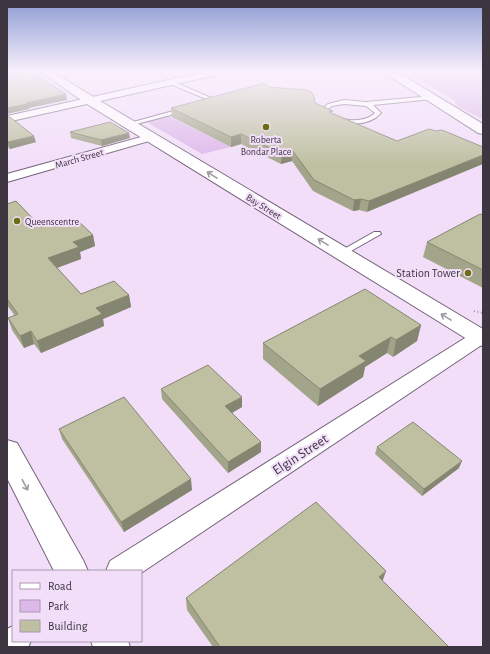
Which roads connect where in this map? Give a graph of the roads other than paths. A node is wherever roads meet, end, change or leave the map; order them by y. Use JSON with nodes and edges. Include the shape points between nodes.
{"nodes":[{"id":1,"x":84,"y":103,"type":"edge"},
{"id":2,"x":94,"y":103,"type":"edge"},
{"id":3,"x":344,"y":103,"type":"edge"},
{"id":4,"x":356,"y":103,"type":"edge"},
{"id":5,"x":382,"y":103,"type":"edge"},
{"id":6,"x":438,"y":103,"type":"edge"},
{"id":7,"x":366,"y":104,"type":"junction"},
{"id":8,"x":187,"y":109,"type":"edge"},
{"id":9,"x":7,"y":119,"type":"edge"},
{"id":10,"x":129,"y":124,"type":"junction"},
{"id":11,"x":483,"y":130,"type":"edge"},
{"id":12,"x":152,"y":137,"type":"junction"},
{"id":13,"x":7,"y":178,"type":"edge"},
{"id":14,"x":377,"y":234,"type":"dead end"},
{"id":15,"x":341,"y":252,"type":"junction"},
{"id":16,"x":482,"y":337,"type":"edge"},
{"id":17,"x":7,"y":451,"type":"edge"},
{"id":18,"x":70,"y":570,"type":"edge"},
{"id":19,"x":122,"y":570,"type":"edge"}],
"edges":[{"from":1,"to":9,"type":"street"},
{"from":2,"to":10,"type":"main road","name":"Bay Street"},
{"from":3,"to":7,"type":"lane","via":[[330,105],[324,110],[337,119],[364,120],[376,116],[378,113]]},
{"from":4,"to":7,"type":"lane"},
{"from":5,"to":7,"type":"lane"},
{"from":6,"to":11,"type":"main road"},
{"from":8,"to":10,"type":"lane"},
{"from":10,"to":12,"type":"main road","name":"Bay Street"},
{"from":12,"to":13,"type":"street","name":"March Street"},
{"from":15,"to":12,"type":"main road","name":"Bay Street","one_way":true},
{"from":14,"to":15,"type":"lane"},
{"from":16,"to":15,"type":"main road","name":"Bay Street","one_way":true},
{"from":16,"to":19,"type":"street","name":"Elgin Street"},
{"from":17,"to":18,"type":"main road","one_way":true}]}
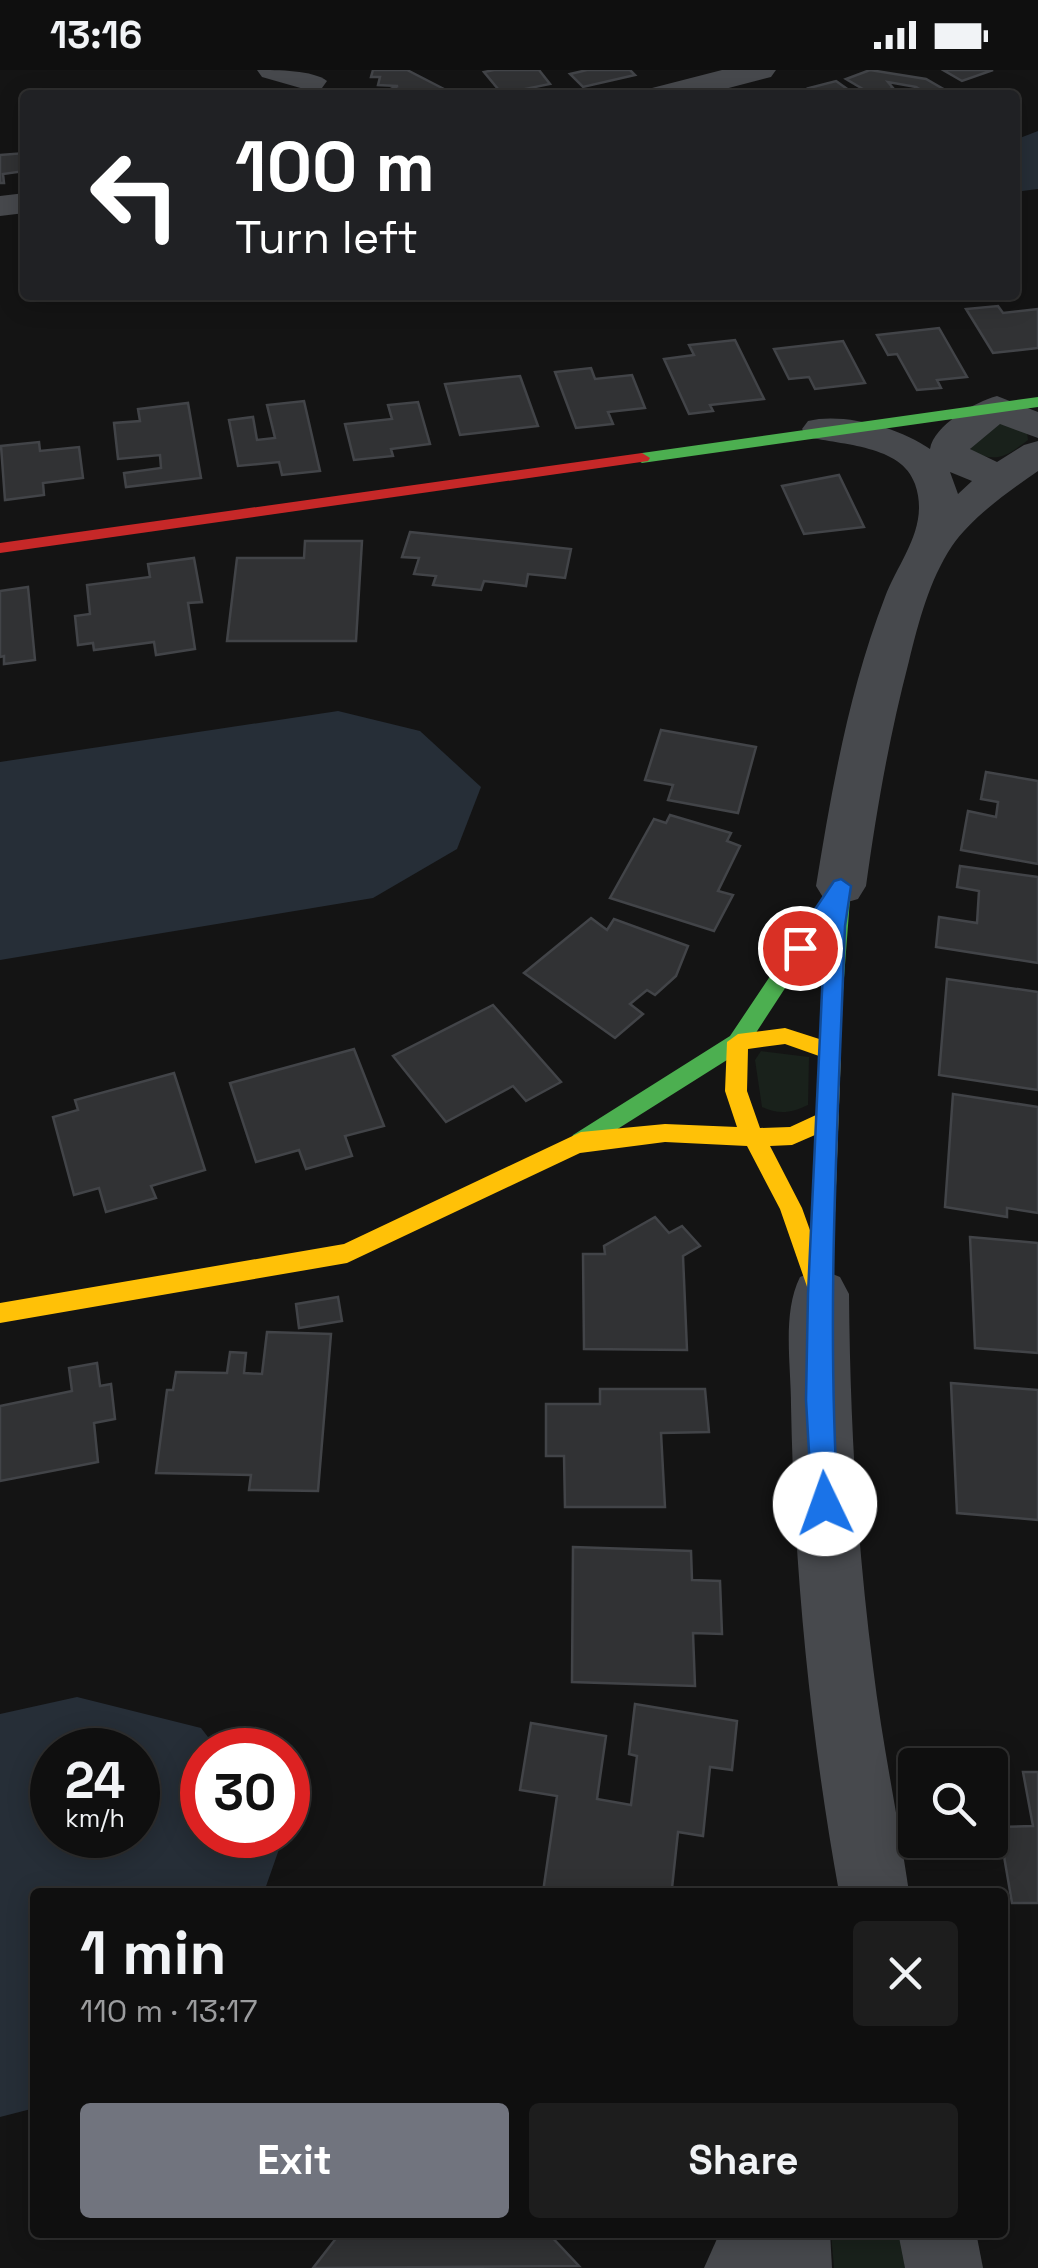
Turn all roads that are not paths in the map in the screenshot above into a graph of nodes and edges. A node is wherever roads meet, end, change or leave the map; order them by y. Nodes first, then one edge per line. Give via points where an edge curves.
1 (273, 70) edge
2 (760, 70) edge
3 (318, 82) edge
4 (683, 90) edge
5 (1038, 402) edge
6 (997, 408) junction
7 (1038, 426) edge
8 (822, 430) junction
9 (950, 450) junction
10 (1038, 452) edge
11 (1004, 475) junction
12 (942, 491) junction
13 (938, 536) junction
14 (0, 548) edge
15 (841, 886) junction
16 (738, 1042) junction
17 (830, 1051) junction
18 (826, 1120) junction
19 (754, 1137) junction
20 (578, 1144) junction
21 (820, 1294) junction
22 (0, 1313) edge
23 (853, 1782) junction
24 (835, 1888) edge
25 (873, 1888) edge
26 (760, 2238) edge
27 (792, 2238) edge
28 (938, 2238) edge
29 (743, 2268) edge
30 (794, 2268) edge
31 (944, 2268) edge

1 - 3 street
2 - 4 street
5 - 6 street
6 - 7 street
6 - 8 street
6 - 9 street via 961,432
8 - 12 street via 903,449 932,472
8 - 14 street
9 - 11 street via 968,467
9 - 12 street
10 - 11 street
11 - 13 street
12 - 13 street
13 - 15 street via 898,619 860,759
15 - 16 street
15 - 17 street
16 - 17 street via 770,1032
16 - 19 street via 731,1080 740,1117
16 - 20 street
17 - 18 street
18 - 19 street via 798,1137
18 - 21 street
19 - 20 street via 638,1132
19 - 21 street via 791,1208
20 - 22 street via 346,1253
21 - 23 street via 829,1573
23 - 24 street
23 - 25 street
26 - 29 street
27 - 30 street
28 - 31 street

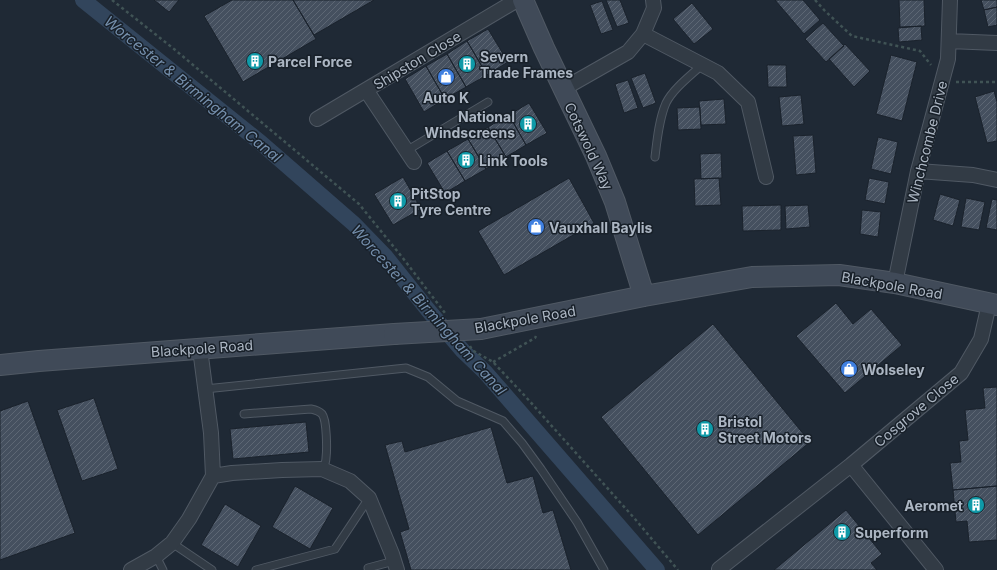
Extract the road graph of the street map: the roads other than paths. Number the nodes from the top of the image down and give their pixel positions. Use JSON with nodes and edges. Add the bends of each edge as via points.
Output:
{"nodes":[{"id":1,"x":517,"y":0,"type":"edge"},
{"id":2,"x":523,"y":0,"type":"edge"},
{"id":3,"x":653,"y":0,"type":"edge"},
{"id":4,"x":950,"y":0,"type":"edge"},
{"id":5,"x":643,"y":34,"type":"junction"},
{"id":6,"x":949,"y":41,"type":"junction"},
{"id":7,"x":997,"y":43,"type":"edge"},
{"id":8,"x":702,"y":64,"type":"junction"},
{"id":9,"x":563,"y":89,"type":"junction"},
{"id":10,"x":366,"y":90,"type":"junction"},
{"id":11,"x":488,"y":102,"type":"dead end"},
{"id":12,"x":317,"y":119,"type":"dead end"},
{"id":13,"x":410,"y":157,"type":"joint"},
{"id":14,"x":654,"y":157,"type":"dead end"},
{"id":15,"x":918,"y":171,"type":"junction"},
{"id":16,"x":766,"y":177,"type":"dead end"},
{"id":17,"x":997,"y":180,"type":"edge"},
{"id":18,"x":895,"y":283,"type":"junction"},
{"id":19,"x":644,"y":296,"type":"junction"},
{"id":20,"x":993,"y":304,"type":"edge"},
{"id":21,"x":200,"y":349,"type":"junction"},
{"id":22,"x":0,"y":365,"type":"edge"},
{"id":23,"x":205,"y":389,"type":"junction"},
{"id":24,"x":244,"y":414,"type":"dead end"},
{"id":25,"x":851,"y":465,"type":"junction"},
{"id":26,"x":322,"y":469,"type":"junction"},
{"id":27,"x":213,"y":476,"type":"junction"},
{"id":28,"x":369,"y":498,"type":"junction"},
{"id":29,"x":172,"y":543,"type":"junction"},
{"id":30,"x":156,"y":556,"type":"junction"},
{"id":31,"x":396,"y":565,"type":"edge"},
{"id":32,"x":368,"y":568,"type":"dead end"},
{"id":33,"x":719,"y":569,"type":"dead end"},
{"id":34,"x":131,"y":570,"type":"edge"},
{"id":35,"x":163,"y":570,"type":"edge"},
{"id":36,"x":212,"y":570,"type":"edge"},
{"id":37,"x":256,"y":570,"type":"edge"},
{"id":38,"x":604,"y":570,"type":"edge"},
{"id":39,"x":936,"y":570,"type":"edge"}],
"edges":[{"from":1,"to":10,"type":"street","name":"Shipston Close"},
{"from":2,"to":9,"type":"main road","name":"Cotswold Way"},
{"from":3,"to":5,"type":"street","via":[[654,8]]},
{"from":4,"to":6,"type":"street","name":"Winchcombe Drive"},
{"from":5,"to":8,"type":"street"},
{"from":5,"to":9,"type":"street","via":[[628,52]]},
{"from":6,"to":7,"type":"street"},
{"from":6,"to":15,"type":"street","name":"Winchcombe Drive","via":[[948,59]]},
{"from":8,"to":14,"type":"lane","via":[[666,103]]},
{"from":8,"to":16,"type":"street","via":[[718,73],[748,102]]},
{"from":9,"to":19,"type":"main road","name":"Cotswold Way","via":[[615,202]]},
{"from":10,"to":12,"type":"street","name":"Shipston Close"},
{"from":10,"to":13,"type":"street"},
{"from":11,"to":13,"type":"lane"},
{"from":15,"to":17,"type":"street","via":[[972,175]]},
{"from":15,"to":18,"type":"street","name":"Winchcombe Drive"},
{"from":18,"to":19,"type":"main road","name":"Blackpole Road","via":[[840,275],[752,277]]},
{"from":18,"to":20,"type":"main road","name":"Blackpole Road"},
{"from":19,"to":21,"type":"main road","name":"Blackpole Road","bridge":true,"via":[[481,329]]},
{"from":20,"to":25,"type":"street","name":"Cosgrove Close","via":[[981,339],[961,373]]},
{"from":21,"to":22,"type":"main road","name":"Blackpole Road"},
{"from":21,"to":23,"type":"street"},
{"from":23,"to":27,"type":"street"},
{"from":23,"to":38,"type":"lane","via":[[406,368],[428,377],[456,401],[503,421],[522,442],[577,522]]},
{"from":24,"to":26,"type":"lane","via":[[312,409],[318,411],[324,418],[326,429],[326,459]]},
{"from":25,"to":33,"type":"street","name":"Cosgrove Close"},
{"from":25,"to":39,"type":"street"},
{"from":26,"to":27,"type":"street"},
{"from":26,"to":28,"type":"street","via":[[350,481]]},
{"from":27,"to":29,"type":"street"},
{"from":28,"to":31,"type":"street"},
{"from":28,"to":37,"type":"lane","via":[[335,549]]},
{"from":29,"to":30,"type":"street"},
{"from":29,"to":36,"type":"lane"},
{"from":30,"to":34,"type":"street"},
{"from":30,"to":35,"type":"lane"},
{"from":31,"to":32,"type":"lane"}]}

________________________

• _What is required_: Among the lines of the data above, count those containing the word "Drive" and report the total alone.

• _Answer space_: 3